• [Task prompt]: The answer must be a single number: how many lines in the entries below contain the word "image".

• [Data listing]:
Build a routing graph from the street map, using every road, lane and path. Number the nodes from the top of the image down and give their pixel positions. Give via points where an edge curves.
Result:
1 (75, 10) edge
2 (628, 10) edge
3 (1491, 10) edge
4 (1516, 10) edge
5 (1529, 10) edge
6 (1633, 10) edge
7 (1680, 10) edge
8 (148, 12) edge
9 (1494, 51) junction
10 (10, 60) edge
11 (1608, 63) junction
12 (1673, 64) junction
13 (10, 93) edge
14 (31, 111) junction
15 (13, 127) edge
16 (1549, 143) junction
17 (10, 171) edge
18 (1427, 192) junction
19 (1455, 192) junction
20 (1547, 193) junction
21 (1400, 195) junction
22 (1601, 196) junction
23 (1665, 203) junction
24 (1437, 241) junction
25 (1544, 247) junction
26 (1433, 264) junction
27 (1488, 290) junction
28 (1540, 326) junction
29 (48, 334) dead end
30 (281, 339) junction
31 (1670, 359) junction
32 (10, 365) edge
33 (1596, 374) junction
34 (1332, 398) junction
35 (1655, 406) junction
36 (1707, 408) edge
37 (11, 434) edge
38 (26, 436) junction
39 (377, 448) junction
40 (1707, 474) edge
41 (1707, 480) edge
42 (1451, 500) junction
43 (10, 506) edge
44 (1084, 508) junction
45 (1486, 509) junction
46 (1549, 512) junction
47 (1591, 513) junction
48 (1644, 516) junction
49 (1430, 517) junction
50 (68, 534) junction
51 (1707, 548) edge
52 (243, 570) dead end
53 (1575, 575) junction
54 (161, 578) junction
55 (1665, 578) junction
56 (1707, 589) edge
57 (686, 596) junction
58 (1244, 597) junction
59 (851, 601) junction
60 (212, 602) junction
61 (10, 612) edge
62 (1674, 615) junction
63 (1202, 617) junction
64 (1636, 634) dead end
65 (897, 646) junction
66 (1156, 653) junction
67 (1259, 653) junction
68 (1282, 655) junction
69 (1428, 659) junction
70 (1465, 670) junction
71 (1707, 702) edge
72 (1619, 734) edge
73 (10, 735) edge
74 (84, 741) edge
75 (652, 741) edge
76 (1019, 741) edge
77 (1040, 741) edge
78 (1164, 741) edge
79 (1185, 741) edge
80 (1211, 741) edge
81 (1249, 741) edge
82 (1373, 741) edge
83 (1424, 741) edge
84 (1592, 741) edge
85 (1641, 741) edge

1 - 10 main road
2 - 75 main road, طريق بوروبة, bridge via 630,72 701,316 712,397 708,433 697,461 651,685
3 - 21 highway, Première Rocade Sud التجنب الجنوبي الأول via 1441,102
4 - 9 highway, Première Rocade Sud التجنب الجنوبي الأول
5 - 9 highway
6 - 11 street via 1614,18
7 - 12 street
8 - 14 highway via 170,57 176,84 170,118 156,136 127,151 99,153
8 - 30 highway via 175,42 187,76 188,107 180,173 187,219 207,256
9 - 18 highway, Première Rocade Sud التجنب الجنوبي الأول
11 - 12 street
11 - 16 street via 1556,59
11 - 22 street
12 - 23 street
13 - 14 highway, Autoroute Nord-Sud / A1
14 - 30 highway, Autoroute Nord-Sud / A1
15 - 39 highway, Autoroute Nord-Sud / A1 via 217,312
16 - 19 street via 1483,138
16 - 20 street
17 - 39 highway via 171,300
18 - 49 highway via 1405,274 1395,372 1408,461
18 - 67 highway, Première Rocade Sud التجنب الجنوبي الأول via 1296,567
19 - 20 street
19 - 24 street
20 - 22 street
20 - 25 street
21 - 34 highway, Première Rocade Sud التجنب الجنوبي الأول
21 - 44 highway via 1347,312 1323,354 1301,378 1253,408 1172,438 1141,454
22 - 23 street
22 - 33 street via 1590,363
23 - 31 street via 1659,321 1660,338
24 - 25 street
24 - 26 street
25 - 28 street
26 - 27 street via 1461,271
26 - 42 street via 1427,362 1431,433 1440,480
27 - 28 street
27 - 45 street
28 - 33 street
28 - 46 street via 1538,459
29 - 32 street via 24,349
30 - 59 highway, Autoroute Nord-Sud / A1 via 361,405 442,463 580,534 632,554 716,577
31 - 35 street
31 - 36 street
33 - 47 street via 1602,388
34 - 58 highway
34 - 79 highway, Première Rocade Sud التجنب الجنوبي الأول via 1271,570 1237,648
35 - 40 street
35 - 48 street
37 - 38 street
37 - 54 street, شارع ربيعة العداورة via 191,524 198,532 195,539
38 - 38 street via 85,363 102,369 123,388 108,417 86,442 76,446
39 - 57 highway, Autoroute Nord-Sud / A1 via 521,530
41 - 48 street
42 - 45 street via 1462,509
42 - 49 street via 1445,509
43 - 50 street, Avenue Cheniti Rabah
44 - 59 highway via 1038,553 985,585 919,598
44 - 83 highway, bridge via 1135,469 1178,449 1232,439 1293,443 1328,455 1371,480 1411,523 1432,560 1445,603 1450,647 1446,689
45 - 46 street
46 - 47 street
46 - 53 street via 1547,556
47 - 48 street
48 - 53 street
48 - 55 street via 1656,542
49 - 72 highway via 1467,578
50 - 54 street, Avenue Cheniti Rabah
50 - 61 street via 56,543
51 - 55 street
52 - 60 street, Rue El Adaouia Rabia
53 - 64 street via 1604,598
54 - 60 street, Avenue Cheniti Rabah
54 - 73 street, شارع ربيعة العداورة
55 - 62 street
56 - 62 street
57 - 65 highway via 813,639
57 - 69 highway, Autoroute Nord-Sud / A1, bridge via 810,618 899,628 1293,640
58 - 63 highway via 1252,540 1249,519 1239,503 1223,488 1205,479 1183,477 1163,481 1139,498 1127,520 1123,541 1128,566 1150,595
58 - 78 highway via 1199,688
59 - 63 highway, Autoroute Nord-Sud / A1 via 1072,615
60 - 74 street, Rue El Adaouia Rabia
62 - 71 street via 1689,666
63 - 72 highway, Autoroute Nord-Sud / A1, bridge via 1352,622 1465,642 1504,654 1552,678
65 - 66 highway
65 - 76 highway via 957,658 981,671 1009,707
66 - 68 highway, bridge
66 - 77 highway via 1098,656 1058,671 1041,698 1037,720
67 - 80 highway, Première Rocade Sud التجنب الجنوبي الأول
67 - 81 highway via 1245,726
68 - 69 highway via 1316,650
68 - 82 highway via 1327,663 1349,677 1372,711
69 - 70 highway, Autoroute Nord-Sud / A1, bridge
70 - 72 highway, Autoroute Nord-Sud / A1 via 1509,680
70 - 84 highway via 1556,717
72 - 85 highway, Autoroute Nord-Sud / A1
...
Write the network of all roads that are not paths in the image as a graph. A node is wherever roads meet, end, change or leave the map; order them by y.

• [Response area]: 2